El tercer episodio, conocido como el de “la rusa”, también figura en la presente antología, y por partida doble. Es con mucho el más extenso, el más intenso y el que ha hecho correr más tinta a los biógrafos.

El episodio está fechado por el propio Baroja “a final de verano de 1913”. En una de sus repetidas estancias en París, Baroja frecuenta el salón de una dama rusa, joven, hermosa e inteligente, casada con un ingeniero de minas (como el padre de Baroja) a la sazón destinado en algún lugar del Cáucaso. La rusa no llega a los treinta años de edad; Baroja, que tiene cuarenta y uno, dice de sí mismo: “… es uno ya viejo, pobre y sin aspecto… Tiene uno que conformarse con estar en segundo término”. Y más adelante: “¿No se avergonzará usted de ir en compañía de un señor un poco viejo y un tanto raído?”. También frecuentan la casa dos amigas de la rusa: la mayor es “una muñeca sonrosada, como de nácar”; la otra tiene catorce años y toca muy bien el violín.
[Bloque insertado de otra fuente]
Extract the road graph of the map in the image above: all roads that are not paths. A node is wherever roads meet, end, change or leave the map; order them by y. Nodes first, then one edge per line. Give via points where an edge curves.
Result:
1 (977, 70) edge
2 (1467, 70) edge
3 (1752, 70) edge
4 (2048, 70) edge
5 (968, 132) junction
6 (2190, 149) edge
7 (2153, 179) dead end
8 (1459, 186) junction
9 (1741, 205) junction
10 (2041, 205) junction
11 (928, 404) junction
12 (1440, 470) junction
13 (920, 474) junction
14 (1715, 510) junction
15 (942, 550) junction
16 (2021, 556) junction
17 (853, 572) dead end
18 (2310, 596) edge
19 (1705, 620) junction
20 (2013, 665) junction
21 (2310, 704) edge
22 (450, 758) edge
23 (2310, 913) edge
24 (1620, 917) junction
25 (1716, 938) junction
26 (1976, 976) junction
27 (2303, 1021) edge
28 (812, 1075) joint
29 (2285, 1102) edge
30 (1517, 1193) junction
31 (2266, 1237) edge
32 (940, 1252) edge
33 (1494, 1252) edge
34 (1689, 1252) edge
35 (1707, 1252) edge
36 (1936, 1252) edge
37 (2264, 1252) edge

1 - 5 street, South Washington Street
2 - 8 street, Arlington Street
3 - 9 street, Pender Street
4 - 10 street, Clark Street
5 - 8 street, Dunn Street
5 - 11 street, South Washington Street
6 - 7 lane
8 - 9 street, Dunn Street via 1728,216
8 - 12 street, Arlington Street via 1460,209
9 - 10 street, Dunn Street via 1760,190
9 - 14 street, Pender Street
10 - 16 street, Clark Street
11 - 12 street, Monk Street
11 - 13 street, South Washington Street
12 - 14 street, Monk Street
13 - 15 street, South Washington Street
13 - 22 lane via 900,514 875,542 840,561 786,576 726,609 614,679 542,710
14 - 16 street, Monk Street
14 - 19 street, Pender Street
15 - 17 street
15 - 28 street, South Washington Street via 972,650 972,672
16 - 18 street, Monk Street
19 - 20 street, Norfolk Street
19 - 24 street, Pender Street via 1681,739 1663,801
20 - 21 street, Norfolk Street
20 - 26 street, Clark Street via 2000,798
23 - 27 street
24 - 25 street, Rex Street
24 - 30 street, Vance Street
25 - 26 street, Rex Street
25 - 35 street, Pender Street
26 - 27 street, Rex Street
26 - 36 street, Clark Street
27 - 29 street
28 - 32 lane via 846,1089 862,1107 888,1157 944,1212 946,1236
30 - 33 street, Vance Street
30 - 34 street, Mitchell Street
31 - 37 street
Baroja coquetea con las dos hermanas bajo la mirada irónica de la rusa, a quien él, en el fondo, ama. A veces parece que en Les liaisons dangereuses y Lolita se ha colado don Hilarión. La historia, por supuesto, acaba en nada. Es un amor imposible, abocado a malentendidos, citas fallidas, desencuentros y, finalmente, a la separación. De nuevo el protagonista de los dos dramas queda hondamente afectado, confirmado en su desesperanzado balance de la vida. Curiosamente, el personaje real, Baroja, insinúa haber contemplado la idea del suicidio. No así el protagonista de la novela, que prosigue su melancólico deambular.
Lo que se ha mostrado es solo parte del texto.